New whitepaper outlines challenges and best practices around building a healthcare data archive

HC2011, The ICC Birmingham and Woburn, MA, USA – 6th April 2011 – BridgeHead Software, a leader in healthcare data and storage management, today released a new whitepaper entitled “Strategies to Reduce the Costs of Managing Healthcare Data”.

It is generally accepted that healthcare data is growing at an exponential rate. This largely stems from the move towards the Electronic Patient Record, initiatives to go ‘paperless’ and the retroactive scanning of patient documents; the rise in the volume and size of clinical images; and the general files created from office and administration applications such as email and spreadsheets. This data upsurge creates a number of challenges for hospitals.

Healthcare IT needs to provide increased storage capacity as existing infrastructures cannot easily accommodate such large data volumes. Storage silos have resulted in a general under-utilization of resources; and a large degree of redundancy is often found in primary storage devices. Provision for retention management and compliance policies directly impacts the patient information lifecycle where data is often stored from anywhere between 5 years to permanently. How can this vast quantity of data be protected? With the move towards centralized electronic patient records, data interoperability and information exchange is more important to hospitals than ever. And all this while IT budgets are shrinking, yet everyone is expected to ‘do more with less’. It’s clear that traditional approaches to managing and storing this data no longer apply.

“For hospitals, the ‘keep everything’ strategy and the short-term tactic of ‘throwing more disk at it’ are quickly losing appeal and are arguably no longer applicable, proving both costly and unsustainable in the long term,” said Charles Mallio, Vice President, Product Strategy & Business Development of BridgeHead Software. “We advocate a new approach, challenging some of the traditional ideas around healthcare data and storage management. The foundation to our approach is to create a central repository for all static, unchanging data.”
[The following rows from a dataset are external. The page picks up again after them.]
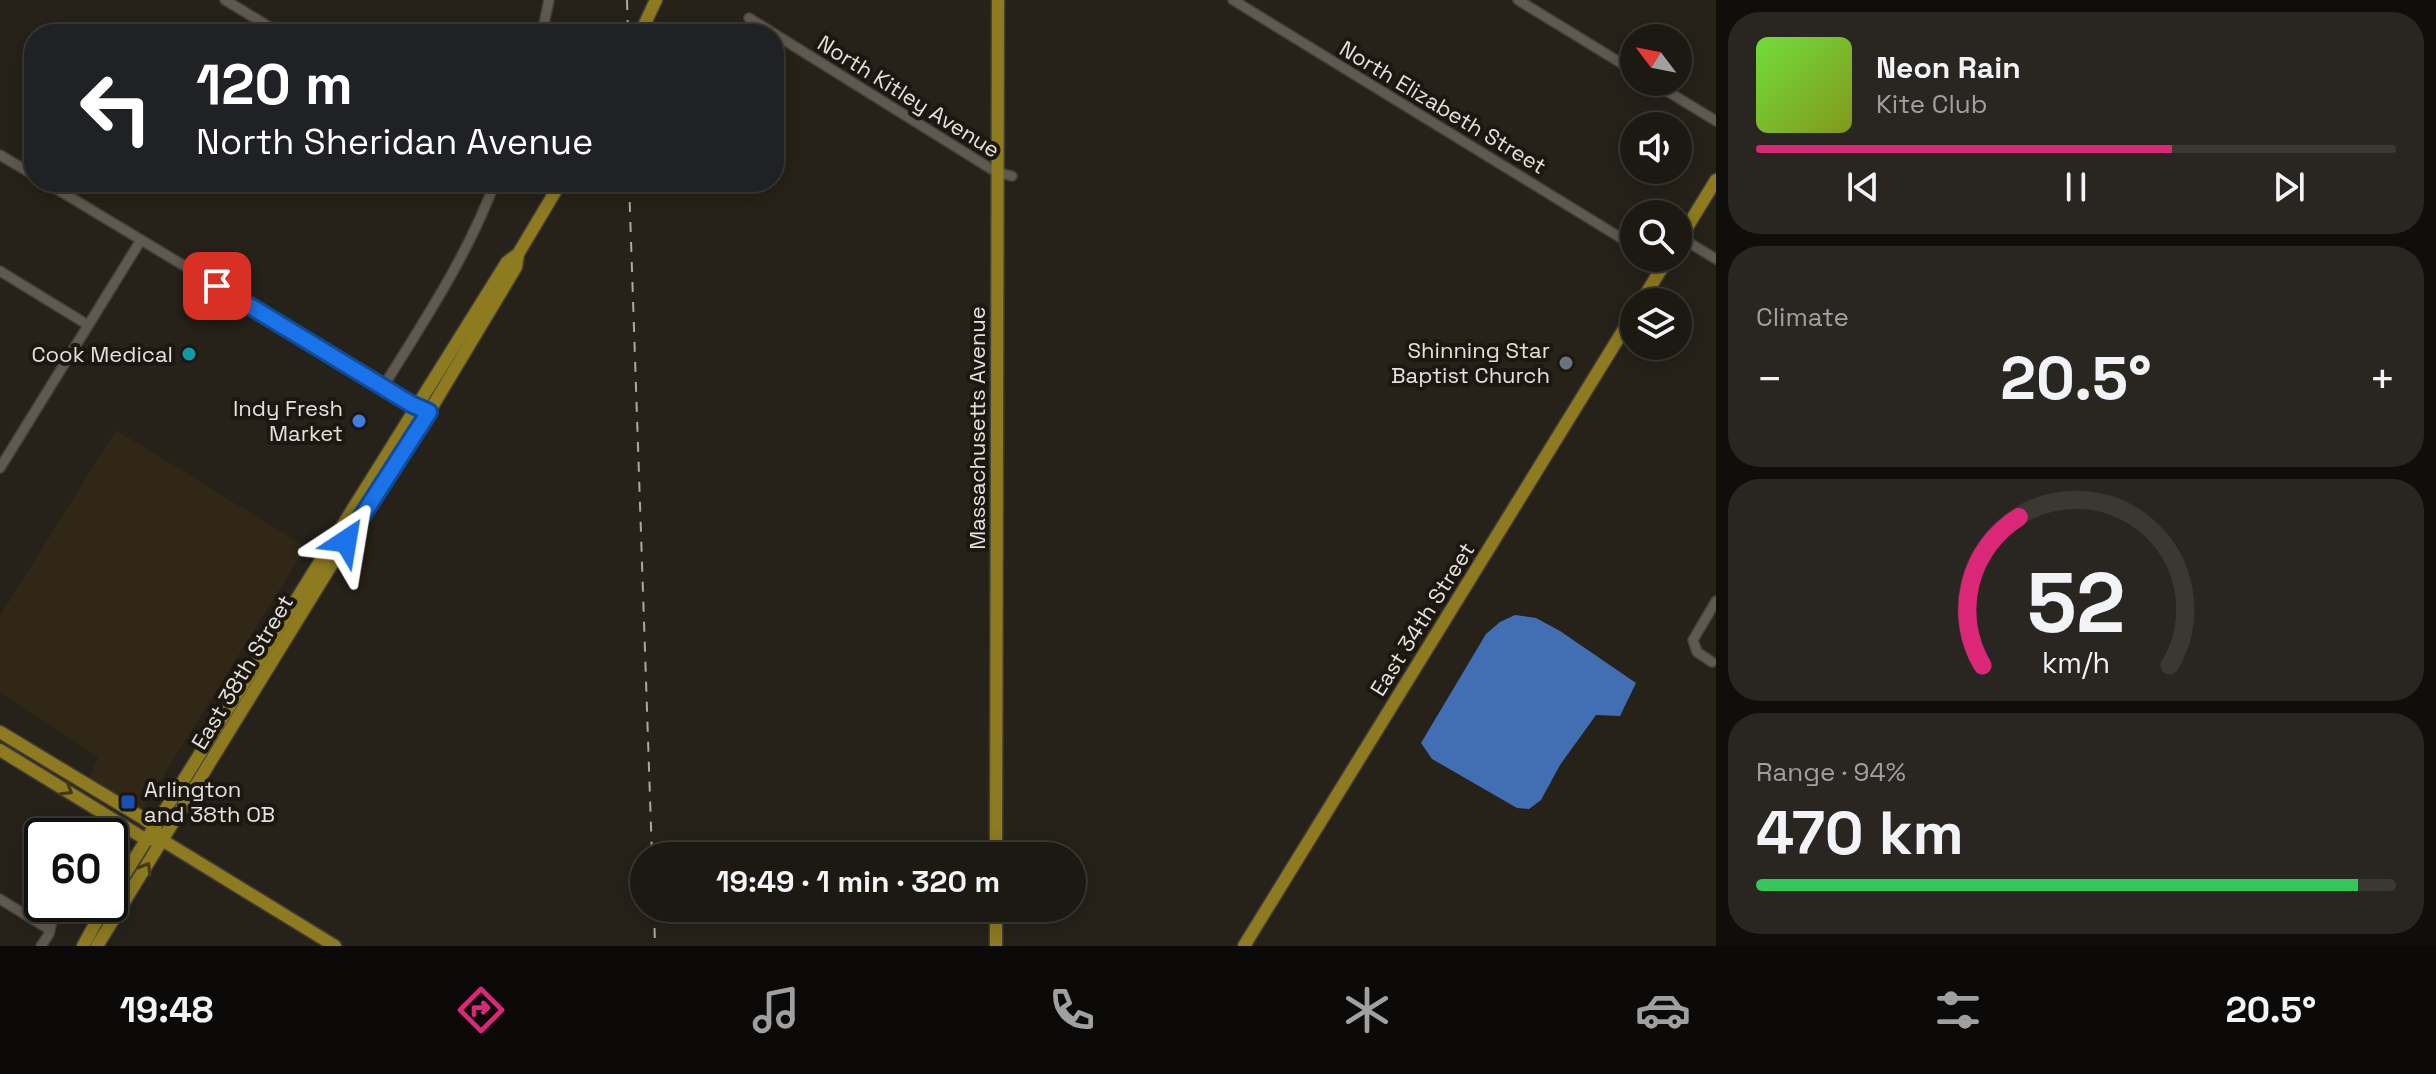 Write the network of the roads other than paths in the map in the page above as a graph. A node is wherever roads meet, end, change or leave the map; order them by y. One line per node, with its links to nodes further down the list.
1 (225, 0): 8 (street)
2 (549, 0): 9 (street)
3 (656, 0): 10 (main road)
4 (998, 0): 18 (main road, Massachusetts Avenue)
5 (1233, 0): 25 (street, North Elizabeth Street)
6 (1518, 0): 13 (street)
7 (749, 18): 11 (street, North Kitley Avenue)
8 (265, 24)
9 (544, 24)
10 (645, 24)
11 (759, 24)
12 (784, 40): 18 (street, North Kitley Avenue)
13 (1620, 62)
14 (1675, 96): 15 (street)
15 (1716, 121)
16 (0, 155): 17 (street)
17 (24, 169)
18 (996, 172): 19 (street, North Kitley Avenue); 42 (main road, Massachusetts Avenue)
19 (1012, 176)
20 (1716, 180): 24 (main road)
21 (62, 192): 26 (street)
22 (491, 192): 32 (street)
23 (555, 192): 33 (main road, East 38th Street)
24 (1692, 219)
25 (1620, 237)
26 (141, 240): 30 (street); 32 (street)
27 (1692, 247): 28 (street)
28 (1716, 259)
29 (0, 271): 30 (street)
30 (88, 325): 34 (street)
31 (1620, 336): 54 (main road, East 34th Street)
32 (383, 387): 33 (street)
33 (424, 410): 39 (main road, East 38th Street); 41 (main road, East 38th Street)
34 (0, 468)
35 (1716, 601): 36 (street)
36 (1712, 662)
37 (0, 732): 39 (main road)
38 (0, 750): 40 (main road, one-way to 40)
39 (154, 826): 40 (main road, East 38th Street); 41 (main road)
40 (145, 839): 41 (main road); 43 (main road, East 38th Street)
41 (162, 840): 51 (main road, East 38th Street, one-way to 41); 52 (main road)
42 (996, 842)
43 (128, 868)
44 (0, 899): 48 (street)
45 (52, 922): 48 (street)
46 (96, 922): 50 (main road)
47 (996, 922): 53 (main road)
48 (50, 930): 49 (street)
49 (41, 946)
50 (83, 946)
51 (97, 946)
52 (335, 946)
53 (996, 946)
54 (1244, 946)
The whitepaper offers practical advice to hospitals on how to leverage the strengths of data archiving to assist in: eliminating storage silos; optimizing storage assets; enabling data interoperability; ensuring full data protection and providing a quick return on investment – all in a bid to put the healthcare IT professional back in control of their data and storage.

The whitepaper states the optimal way to do this is to create a centralized repository that will accommodate around 80 per cent of all healthcare data (which BridgeHead Software has determined is static, i.e. unchanging and with only a 2% chance of being accessed again).

The paper advocates further suggestions as to the requirements of a successful healthcare archive:

Optimization of storage assets

This centralized repository should have the ability to intelligently store data and leverage the mix of media assets available in the hospital. This includes reserving the highest cost storage assets – typically fiber channel disk in a storage area network – for the organization’s active, dynamic data and managing static data on more cost effective media, such as lower cost disk, optical, tape or even cloud.

Data interoperability

In order to maximize the full benefits of the rich healthcare data available, the appropriate data standards must be adopted so that information can be passed seamlessly between applications and storage alike. Therefore, it is important that the chosen archiving solution adheres to healthcare standards such as HL7, DICOM and XDS.

Data protection

The healthcare archiving solution must provide safeguards against data loss and security breaches, and should include multiple copy, data replication, encryption and digital fingerprinting authentication capabilities.

Return on investment

A healthcare archive should result in savings from delayed storage refreshes, fewer hardware investments and the ability to migrate data, as needed, to lowest cost storage.

“The healthcare data and storage management problem is not going away,” continues Mallio. “We hope this whitepaper will give IT professionals ‘food for thought’ as to how they can address their current issues while building a platform for the future data growth predicted.”